WORK TASK - Write out all the data again, exactly as it stands.

Dataset entries -
- Opening Delimiter -
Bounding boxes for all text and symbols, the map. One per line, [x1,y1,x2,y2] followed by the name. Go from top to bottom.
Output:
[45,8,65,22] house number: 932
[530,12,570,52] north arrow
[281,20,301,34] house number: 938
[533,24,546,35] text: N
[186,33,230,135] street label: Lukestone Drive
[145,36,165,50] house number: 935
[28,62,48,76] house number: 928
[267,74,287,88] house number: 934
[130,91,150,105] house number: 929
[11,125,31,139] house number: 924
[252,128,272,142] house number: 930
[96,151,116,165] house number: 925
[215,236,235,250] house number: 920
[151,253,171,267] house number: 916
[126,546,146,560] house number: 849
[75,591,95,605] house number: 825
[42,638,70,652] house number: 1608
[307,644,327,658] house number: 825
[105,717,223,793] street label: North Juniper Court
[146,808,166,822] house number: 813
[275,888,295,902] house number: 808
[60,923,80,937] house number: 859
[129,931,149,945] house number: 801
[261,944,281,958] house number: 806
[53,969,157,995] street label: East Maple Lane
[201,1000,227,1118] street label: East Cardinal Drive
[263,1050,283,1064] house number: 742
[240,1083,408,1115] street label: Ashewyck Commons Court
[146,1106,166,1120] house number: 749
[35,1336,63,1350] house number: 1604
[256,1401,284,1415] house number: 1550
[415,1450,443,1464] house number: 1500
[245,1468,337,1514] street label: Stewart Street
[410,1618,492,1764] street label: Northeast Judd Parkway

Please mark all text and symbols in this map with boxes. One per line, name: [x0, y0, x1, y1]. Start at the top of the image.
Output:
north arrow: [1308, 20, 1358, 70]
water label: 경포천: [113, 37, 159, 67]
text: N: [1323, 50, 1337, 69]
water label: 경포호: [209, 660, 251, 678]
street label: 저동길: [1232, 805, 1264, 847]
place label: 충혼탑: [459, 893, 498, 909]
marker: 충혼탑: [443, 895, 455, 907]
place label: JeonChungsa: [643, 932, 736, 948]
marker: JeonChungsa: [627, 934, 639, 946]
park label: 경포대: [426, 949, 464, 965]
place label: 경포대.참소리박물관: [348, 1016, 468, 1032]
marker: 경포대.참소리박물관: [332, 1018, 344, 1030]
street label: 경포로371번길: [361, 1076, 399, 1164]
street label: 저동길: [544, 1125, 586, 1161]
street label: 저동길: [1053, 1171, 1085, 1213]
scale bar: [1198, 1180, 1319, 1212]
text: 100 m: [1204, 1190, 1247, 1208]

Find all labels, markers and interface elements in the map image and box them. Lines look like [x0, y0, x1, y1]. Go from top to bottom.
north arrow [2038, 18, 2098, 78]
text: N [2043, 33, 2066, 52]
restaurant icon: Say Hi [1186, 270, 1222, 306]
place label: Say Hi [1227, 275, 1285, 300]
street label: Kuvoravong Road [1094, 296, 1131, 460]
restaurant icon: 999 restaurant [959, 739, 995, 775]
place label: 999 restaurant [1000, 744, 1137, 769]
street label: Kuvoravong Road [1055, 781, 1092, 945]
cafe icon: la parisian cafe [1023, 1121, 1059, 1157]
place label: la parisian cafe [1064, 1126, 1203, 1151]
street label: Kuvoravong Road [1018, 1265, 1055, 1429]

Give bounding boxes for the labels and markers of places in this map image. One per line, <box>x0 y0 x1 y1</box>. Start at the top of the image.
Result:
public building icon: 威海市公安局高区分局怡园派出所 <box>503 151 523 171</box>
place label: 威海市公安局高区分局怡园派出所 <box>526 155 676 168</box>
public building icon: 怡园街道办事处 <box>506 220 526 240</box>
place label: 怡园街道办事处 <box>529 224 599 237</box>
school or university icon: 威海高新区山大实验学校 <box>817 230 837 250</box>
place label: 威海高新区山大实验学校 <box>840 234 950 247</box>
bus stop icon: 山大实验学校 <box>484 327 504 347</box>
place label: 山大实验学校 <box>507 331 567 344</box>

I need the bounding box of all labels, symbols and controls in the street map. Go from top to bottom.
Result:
- Closing Delimiter -
EXERCISE ANSWER -
Bounding boxes for all text and symbols, the map. One per line, [x1,y1,x2,y2] followed by the name. Go from top to bottom.
Output:
[45,8,65,22] house number: 932
[530,12,570,52] north arrow
[281,20,301,34] house number: 938
[533,24,546,35] text: N
[186,33,230,135] street label: Lukestone Drive
[145,36,165,50] house number: 935
[28,62,48,76] house number: 928
[267,74,287,88] house number: 934
[130,91,150,105] house number: 929
[11,125,31,139] house number: 924
[252,128,272,142] house number: 930
[96,151,116,165] house number: 925
[215,236,235,250] house number: 920
[151,253,171,267] house number: 916
[126,546,146,560] house number: 849
[75,591,95,605] house number: 825
[42,638,70,652] house number: 1608
[307,644,327,658] house number: 825
[105,717,223,793] street label: North Juniper Court
[146,808,166,822] house number: 813
[275,888,295,902] house number: 808
[60,923,80,937] house number: 859
[129,931,149,945] house number: 801
[261,944,281,958] house number: 806
[53,969,157,995] street label: East Maple Lane
[201,1000,227,1118] street label: East Cardinal Drive
[263,1050,283,1064] house number: 742
[240,1083,408,1115] street label: Ashewyck Commons Court
[146,1106,166,1120] house number: 749
[35,1336,63,1350] house number: 1604
[256,1401,284,1415] house number: 1550
[415,1450,443,1464] house number: 1500
[245,1468,337,1514] street label: Stewart Street
[410,1618,492,1764] street label: Northeast Judd Parkway

Please mark all text and symbols in this map with boxes. One per line, name: [x0, y0, x1, y1]. Start at the top of the image.
Output:
north arrow: [1308, 20, 1358, 70]
water label: 경포천: [113, 37, 159, 67]
text: N: [1323, 50, 1337, 69]
water label: 경포호: [209, 660, 251, 678]
street label: 저동길: [1232, 805, 1264, 847]
place label: 충혼탑: [459, 893, 498, 909]
marker: 충혼탑: [443, 895, 455, 907]
place label: JeonChungsa: [643, 932, 736, 948]
marker: JeonChungsa: [627, 934, 639, 946]
park label: 경포대: [426, 949, 464, 965]
place label: 경포대.참소리박물관: [348, 1016, 468, 1032]
marker: 경포대.참소리박물관: [332, 1018, 344, 1030]
street label: 경포로371번길: [361, 1076, 399, 1164]
street label: 저동길: [544, 1125, 586, 1161]
street label: 저동길: [1053, 1171, 1085, 1213]
scale bar: [1198, 1180, 1319, 1212]
text: 100 m: [1204, 1190, 1247, 1208]

Find all labels, markers and interface elements in the map image and box them. Lines look like [x0, y0, x1, y1]. Go from top to bottom.
north arrow [2038, 18, 2098, 78]
text: N [2043, 33, 2066, 52]
restaurant icon: Say Hi [1186, 270, 1222, 306]
place label: Say Hi [1227, 275, 1285, 300]
street label: Kuvoravong Road [1094, 296, 1131, 460]
restaurant icon: 999 restaurant [959, 739, 995, 775]
place label: 999 restaurant [1000, 744, 1137, 769]
street label: Kuvoravong Road [1055, 781, 1092, 945]
cafe icon: la parisian cafe [1023, 1121, 1059, 1157]
place label: la parisian cafe [1064, 1126, 1203, 1151]
street label: Kuvoravong Road [1018, 1265, 1055, 1429]

Give bounding boxes for the labels and markers of places in this map image. One per line, <box>x0 y0 x1 y1</box>. Start at the top of the image.
Result:
public building icon: 威海市公安局高区分局怡园派出所 <box>503 151 523 171</box>
place label: 威海市公安局高区分局怡园派出所 <box>526 155 676 168</box>
public building icon: 怡园街道办事处 <box>506 220 526 240</box>
place label: 怡园街道办事处 <box>529 224 599 237</box>
school or university icon: 威海高新区山大实验学校 <box>817 230 837 250</box>
place label: 威海高新区山大实验学校 <box>840 234 950 247</box>
bus stop icon: 山大实验学校 <box>484 327 504 347</box>
place label: 山大实验学校 <box>507 331 567 344</box>

I need the bounding box of all labels, symbols and controls in the street map. Go from top to bottom.
Result:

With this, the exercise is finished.